(Collection entries)
==============================

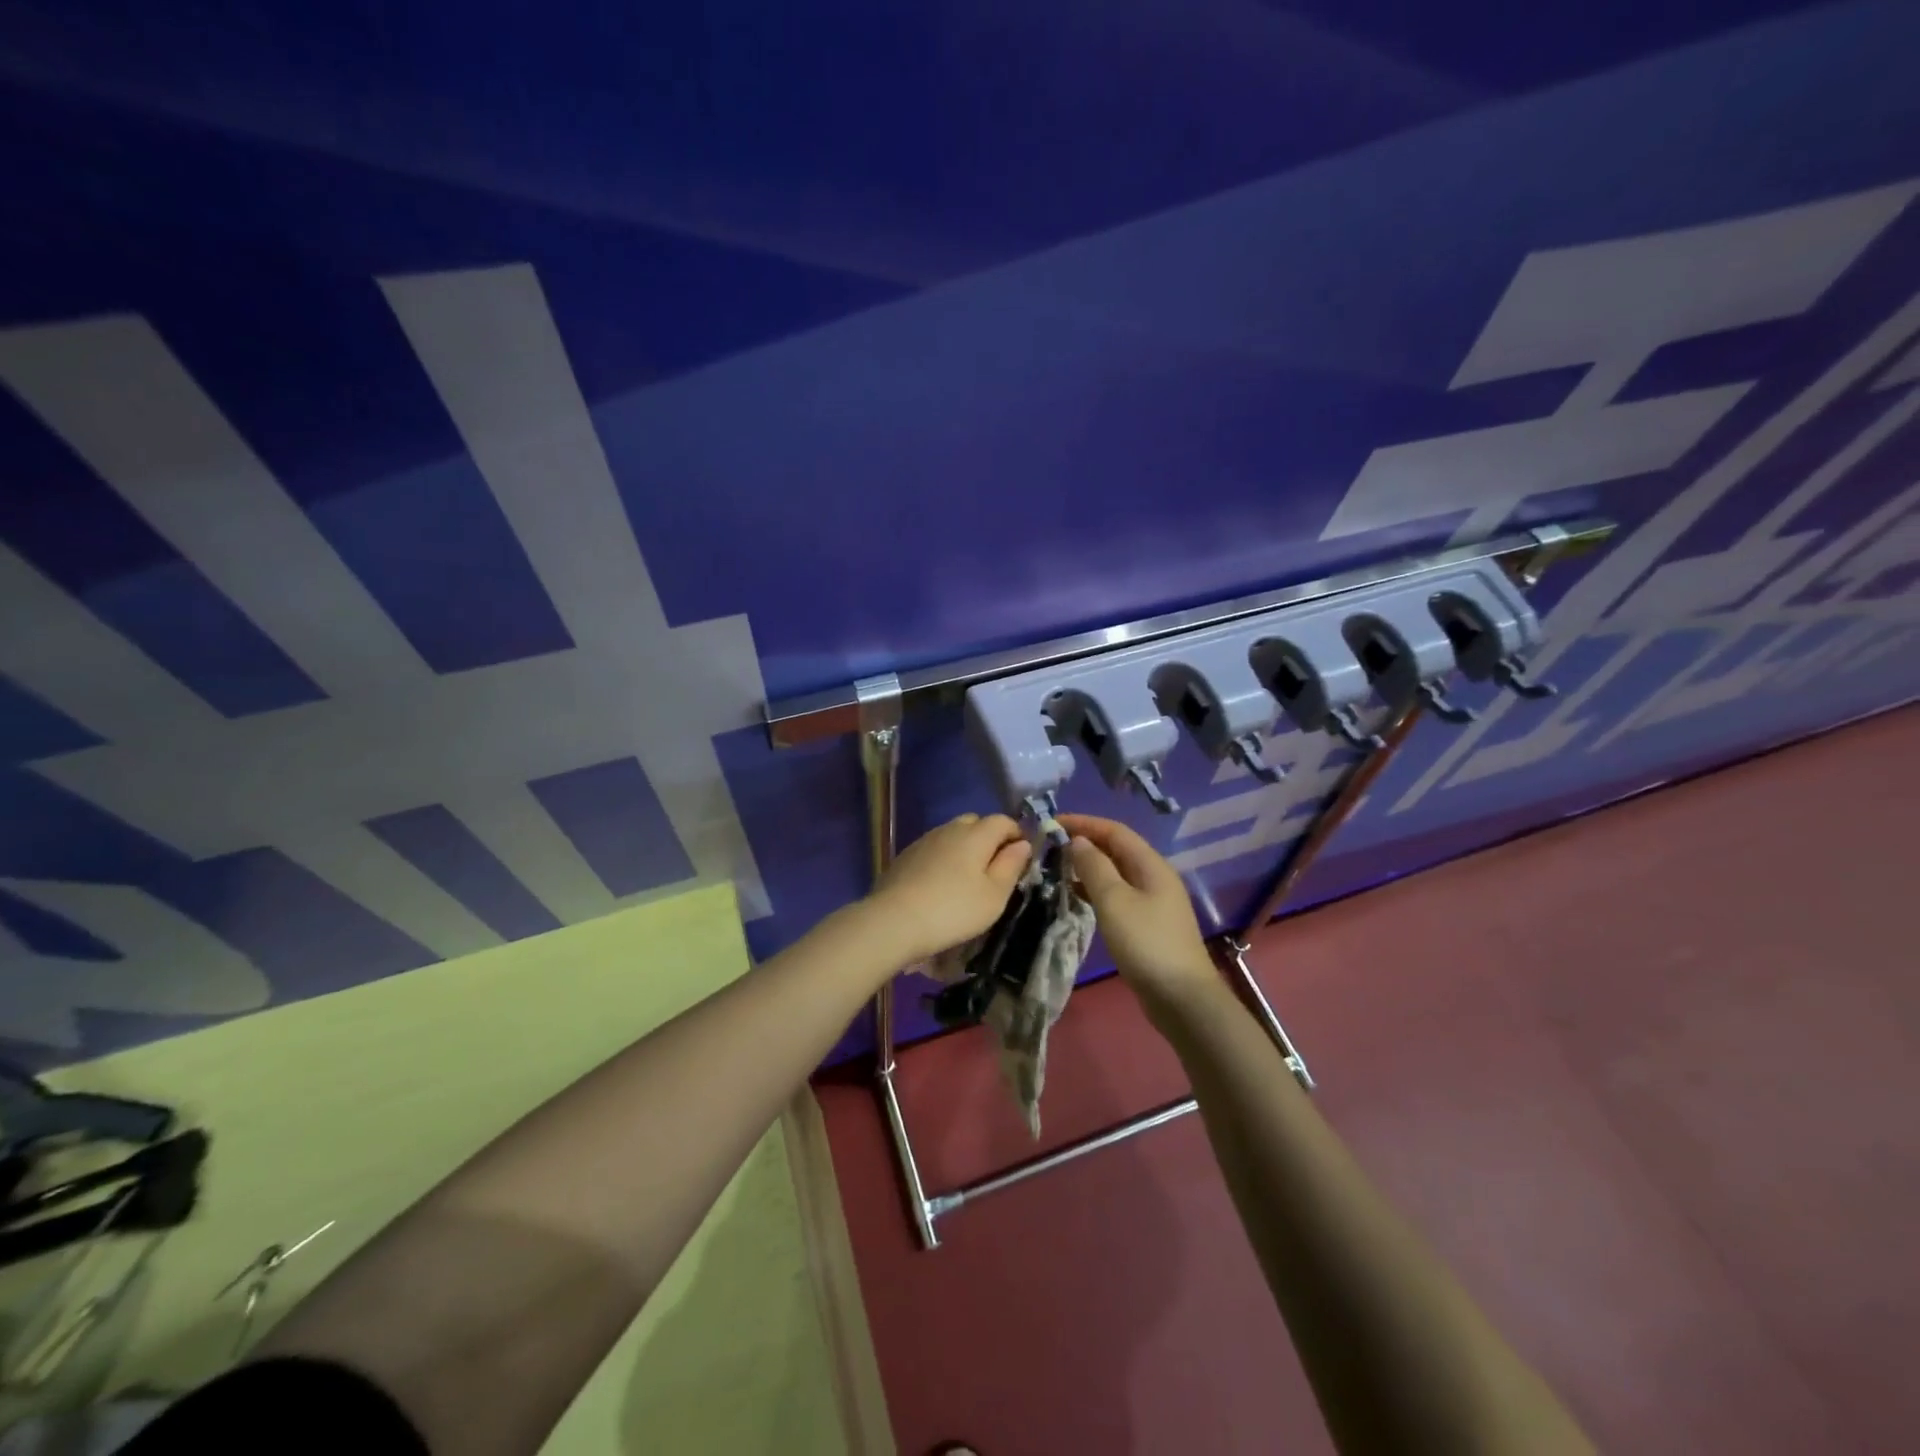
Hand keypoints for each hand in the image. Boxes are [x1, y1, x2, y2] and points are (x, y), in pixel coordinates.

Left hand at [863, 813, 1032, 964]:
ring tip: (967, 878)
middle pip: (975, 823)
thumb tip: (1022, 844)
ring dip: (964, 848)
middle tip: (994, 868)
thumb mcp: (994, 895)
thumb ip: (1011, 866)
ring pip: (951, 835)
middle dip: (989, 838)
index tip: (1021, 857)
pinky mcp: (905, 857)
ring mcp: (923, 841)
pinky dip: (943, 859)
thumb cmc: (954, 909)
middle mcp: (949, 829)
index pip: (1002, 821)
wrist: (894, 921)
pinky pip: (933, 849)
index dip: (1016, 834)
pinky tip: (940, 883)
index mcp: (975, 834)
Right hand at [1059, 814, 1218, 1011]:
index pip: (1115, 831)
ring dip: (1088, 867)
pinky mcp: (1148, 924)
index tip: (1052, 823)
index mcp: (1151, 865)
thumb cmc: (1146, 943)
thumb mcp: (1114, 901)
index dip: (1084, 823)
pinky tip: (1076, 897)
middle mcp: (1155, 877)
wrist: (1181, 998)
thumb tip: (1078, 841)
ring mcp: (1153, 901)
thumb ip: (1094, 867)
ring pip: (1116, 873)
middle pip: (1117, 849)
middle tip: (1051, 845)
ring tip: (1058, 868)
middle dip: (1085, 843)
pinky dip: (1095, 889)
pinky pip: (1118, 894)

==============================

= ACTIVITY =
Now copy each line of the entries that mentions "ring".

= ANSWER TO THE PROBLEM =
ring tip: (967, 878)
ring dip: (964, 848)
ring pip: (951, 835)
ring mcp: (923, 841)
ring dip: (1088, 867)
ring mcp: (1153, 901)
ring pip: (1116, 873)
ring tip: (1058, 868)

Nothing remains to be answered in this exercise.